A randomized phase III trial comparing dose-dense epirubicin and cyclophosphamide (ECdd) followed by paclitaxel (T) with paclitaxel plus carboplatin (PCdd) as adjuvant chemotherapy for early triple-negative breast cancer patients with high-recurrence risk.

528 Background: There are no well-established adjuvant chemotherapy (AC) regimens for early triple negative breast cancer (TNBC). Our randomized phase III trial was designed to compare dose dense paclitaxel plus carboplatin (PCdd) with commonly used dose dense epirubicin and cyclophosphamide, followed by paclitaxel (ECdd-T) regimen as AC for TNBC with high recurrence risk. Methods: Between May 2011 and November 2015, TNBC patients were randomized in 1:1 ratio to receive PCdd or ECdd-T regimen as AC every two weeks for 8 cycles with administration of granulocyte stimulating factor (G-CSF) support. The primary endpoint was 3-year disease free survival (DFS).The secondary endpoints included overall survival (OS) and safety.

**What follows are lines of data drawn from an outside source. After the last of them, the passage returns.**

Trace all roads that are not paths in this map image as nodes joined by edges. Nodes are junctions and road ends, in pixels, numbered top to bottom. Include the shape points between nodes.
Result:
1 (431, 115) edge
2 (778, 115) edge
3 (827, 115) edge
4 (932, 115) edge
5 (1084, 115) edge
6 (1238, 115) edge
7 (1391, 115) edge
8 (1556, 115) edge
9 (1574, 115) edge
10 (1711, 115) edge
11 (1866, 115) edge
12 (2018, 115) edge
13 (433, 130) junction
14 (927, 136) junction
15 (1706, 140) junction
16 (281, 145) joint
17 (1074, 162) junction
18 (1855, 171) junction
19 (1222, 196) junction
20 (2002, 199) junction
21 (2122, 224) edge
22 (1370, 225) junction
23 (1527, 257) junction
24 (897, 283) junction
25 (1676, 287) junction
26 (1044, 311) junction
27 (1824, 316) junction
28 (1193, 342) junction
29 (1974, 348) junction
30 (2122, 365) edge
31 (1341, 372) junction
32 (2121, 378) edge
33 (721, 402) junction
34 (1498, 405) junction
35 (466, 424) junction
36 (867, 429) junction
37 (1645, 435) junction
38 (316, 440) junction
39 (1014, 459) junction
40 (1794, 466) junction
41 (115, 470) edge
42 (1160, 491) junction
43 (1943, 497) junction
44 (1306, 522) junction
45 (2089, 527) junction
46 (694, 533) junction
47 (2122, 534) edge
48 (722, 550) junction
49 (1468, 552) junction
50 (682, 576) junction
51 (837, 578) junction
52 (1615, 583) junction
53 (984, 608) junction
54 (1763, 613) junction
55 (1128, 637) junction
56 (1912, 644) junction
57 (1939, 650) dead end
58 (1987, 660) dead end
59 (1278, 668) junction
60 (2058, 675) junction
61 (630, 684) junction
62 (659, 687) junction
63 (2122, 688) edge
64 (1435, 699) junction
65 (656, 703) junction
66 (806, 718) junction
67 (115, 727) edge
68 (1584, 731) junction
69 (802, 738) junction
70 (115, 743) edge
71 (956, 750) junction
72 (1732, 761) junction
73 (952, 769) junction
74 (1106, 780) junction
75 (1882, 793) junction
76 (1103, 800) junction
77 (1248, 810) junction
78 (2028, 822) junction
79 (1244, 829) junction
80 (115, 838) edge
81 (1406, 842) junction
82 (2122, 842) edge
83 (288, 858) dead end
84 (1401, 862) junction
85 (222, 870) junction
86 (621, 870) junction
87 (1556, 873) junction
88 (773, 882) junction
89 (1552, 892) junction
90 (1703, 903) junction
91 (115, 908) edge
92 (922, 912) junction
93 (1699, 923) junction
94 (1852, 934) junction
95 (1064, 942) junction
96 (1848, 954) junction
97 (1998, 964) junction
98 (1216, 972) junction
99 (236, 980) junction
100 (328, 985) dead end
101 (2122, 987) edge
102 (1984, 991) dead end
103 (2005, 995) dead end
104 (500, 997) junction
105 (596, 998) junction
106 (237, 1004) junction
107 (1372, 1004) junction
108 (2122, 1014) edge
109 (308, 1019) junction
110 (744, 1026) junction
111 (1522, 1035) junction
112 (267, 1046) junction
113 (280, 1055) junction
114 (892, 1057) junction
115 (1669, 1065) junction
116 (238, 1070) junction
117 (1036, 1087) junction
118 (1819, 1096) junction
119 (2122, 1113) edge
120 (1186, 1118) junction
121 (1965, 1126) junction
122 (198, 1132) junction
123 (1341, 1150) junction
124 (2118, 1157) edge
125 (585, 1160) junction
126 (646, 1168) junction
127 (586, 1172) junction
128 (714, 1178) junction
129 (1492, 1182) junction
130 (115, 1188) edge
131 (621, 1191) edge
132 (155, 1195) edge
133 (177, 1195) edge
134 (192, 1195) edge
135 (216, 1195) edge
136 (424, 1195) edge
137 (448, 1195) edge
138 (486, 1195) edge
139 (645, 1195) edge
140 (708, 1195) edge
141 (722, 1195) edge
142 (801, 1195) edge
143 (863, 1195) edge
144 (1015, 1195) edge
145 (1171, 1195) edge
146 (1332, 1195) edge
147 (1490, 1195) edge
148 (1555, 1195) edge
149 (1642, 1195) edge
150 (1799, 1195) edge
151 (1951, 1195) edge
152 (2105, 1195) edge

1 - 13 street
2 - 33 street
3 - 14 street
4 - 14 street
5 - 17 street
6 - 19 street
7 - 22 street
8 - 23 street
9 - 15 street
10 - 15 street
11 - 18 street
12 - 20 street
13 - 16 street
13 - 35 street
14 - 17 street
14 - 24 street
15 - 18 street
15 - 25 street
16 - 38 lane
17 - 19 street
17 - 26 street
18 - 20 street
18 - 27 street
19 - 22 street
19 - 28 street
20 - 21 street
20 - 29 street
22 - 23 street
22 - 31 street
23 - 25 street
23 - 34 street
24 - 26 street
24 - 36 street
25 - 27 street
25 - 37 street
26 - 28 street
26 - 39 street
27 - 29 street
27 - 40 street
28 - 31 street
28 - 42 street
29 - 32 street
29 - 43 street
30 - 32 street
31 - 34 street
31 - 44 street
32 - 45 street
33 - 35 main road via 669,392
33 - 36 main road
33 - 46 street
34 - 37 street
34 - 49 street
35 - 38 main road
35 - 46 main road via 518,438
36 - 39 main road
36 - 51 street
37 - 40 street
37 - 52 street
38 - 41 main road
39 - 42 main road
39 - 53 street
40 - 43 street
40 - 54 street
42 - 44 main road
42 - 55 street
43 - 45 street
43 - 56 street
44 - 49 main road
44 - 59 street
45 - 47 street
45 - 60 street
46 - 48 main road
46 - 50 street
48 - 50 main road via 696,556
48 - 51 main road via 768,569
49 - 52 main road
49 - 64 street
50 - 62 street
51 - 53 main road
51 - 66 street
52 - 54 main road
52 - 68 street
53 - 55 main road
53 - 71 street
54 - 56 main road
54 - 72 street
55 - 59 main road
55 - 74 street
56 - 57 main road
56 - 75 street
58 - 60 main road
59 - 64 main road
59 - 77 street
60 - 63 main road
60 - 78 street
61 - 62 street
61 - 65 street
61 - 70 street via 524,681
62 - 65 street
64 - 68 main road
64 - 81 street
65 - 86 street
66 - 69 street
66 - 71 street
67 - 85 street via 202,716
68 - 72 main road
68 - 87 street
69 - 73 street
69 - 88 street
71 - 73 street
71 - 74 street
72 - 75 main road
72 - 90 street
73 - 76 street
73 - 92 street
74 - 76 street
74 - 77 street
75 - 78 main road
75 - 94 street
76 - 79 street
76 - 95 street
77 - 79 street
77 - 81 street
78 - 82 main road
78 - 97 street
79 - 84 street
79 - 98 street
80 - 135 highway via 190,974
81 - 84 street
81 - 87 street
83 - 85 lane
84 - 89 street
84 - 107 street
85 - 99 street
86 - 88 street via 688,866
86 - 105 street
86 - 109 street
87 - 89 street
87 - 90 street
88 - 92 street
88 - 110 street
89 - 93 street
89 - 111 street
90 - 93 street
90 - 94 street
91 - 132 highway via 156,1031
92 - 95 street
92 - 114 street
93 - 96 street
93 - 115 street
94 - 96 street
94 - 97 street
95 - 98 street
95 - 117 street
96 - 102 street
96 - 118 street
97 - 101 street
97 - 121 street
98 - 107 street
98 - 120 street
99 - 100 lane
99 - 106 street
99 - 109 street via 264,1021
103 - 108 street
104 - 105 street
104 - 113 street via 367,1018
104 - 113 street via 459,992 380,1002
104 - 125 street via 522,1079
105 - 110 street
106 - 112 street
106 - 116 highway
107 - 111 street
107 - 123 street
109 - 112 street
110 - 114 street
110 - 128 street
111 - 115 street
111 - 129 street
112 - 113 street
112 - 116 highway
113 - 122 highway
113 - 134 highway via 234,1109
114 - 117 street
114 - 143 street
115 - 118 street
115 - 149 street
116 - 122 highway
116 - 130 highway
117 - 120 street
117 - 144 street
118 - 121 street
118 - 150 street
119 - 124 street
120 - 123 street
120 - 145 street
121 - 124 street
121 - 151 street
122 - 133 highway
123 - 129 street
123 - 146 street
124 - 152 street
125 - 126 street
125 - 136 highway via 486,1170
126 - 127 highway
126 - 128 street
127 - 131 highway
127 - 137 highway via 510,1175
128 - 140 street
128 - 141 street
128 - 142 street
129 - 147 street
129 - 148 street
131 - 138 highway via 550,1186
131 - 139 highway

Survival analyses were also performed for different subgroups stratified by age status (≤40 years vs >40 years), Ki 67(<50 vs ≥50), tumor size (<2cm vs ≥2cm), nodal status (N- vs N+) and treatment free survival (TFS) (<30 days vs ≥30 days). Results: In total, 132 patients with a median age of 49 years (PCdd 64 patients, ECdd-T 68 patients) were enrolled. After a median follow-up of 57.3 months, 23 events were observed (18 in ECdd-T, 5 in PCdd). Patients in the PCdd arm had significantly higher DFS rate than that in the ECdd-T arm (log-rank p = 0.0046, hazard ratio (HR) 0.305, 95% confidence interval (CI) = 0.134-0.693). The 3-year DFS rate was 93.7% with PCdd versus 77.9% with ECdd-T,respectively. Difference in 3-year OS rate was observed between the two arms (98.4% vs 92.6%), significantly higher in the PCdd arm ( p = 0.0268). Both regimens were well tolerated with manageable adverse events(AEs). Worse neutropenia (Grade 3/4: 48.5% in ECdd-T vs. 21.9% in PCdd, p=0.002) was found in ECdd-T arm. 3-year DFS rate for PCdd was superior in the following subgroups, age>40 years, clinically evaluated lymph nodes, TFS <30 days, with statistical significance ( p <0.05). Conclusions: Our data suggested that PCdd was superior to ECdd-T as AC for early TNBC in terms of improving 3-year DFS and OS. PCdd with lower hematological toxicity might be an appropriate regimen for early TNBC patients with high recurrence risk. Clinical trial information: NCT01378533.